Le récent événement de qualification du Grand Prix du Japon a mis en lumière les particularités des réglementations de Formule 1 de 2026, qui ont conduit à une curieuse paradoxe dans la compétition. Alors que les pilotes tentent de maximiser leur potentiel, la vérité est qu’à chaque fois qu’ils poussent plus, leurs temps sont négativement affectés.

Dans le but d’ajuster la dynamique des voitures, les nouveaux moteurs ont provoqué une capacité de stockage d’énergie des véhicules insuffisante.

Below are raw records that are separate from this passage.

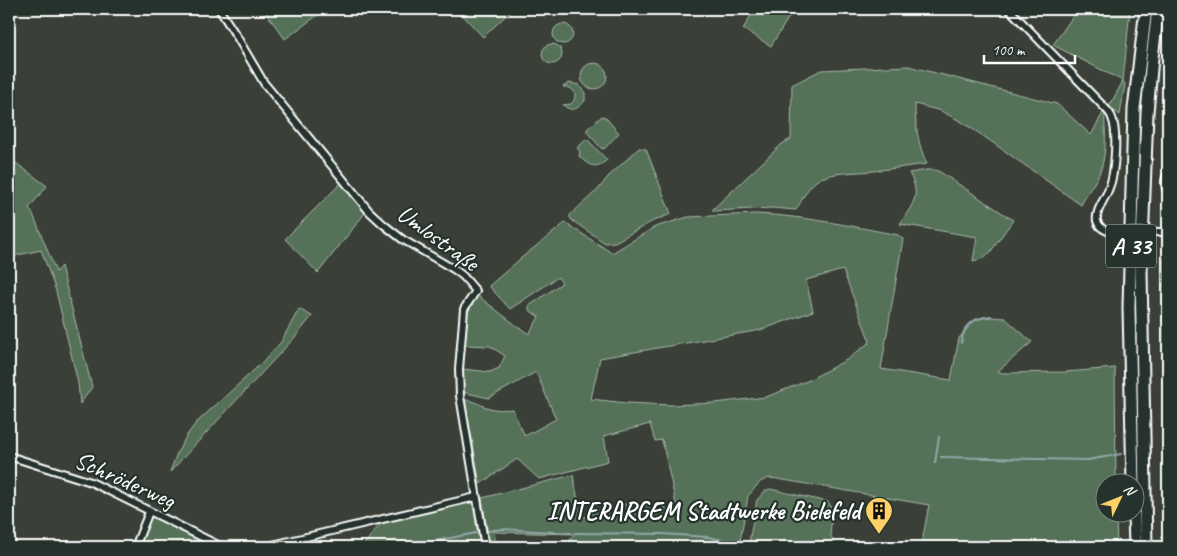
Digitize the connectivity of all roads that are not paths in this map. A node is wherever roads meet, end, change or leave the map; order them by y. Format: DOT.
graph roads {
  1 [pos="219,9"];
  2 [pos="1009,9"];
  3 [pos="1146,9"];
  4 [pos="1158,9"];
  5 [pos="1168,174"];
  6 [pos="1168,194"];
  7 [pos="1168,231"];
  8 [pos="9,456"];
  9 [pos="1133,474"];
  10 [pos="476,497"];
  11 [pos="150,512"];
  12 [pos="1134,524"];
  13 [pos="135,547"];
  14 [pos="222,547"];
  15 [pos="264,547"];
  16 [pos="485,547"];
  17 [pos="1135,547"];
  18 [pos="1146,547"];
  1 -- 10 [label="street, Umlostraße"];
  2 -- 7 [label="street, bridge"];
  3 -- 9 [label="highway, A 33"];
  4 -- 18 [label="highway, A 33"];
  5 -- 6 [label="street"];
  8 -- 11 [label="street, Schröderweg"];
  10 -- 15 [label="street"];
  10 -- 16 [label="street, Umlostraße"];
  11 -- 13 [label="street"];
  11 -- 14 [label="street, Schröderweg"];
  12 -- 17 [label="highway"];
}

Cela est devenu particulièrement évident sur des circuits avec peu d’opportunités de récupération d’énergie, où les pilotes doivent faire un équilibre entre la vitesse et la charge des batteries.

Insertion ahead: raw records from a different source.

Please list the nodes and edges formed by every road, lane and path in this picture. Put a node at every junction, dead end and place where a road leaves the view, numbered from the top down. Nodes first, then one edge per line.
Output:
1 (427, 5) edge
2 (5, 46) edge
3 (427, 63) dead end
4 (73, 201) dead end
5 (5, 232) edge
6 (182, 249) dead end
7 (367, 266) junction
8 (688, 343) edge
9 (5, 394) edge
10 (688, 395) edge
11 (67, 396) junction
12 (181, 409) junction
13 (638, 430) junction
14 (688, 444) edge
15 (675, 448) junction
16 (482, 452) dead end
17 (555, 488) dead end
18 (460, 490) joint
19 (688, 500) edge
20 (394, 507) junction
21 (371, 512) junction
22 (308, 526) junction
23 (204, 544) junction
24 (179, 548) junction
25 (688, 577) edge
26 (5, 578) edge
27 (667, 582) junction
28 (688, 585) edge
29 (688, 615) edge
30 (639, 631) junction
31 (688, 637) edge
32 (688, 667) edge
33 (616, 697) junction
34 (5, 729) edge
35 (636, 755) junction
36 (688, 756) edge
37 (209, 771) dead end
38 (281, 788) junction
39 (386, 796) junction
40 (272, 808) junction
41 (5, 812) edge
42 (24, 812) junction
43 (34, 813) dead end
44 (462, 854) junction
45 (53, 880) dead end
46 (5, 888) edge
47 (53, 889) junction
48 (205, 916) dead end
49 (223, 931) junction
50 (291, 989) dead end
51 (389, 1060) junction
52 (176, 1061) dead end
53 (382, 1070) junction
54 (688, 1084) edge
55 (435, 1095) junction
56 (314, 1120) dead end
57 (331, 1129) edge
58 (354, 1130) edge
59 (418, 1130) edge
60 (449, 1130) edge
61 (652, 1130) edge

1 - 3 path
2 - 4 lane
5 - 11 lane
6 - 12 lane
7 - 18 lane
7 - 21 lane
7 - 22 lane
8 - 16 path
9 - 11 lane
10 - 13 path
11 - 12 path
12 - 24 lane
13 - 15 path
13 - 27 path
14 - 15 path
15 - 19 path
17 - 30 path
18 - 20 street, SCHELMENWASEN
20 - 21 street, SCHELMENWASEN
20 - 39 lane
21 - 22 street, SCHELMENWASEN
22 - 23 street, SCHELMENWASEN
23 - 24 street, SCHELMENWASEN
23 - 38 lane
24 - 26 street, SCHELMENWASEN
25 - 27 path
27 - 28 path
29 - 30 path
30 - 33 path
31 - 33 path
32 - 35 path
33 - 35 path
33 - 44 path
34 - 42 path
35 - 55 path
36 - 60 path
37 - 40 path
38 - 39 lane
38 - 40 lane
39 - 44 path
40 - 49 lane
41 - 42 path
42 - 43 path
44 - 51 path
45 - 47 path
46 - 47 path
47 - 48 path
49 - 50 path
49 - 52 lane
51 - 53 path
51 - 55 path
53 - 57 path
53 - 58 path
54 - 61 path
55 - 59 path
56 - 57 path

Ce singular casse-tête lors des qualifications est dû au fait que les pilotes doivent gérer l’énergie lors des virages rapides, afin d’avoir plus de puissance dans les sections droites. En conséquence, les pilotes ont dû réduire leur pression sur l’accélérateur, une stratégie qui peut sembler contre-intuitive.

Carlos Sainz, pilote de Williams, a exprimé ses préoccupations concernant ce système, soulignant que chaque fois qu’il essaie de pousser pour s’améliorer, il finit par perdre de la vitesse. Cet avis est partagé par de nombreux autres pilotes, qui croient que le système actuel n’est pas approprié pour la compétition de Formule 1.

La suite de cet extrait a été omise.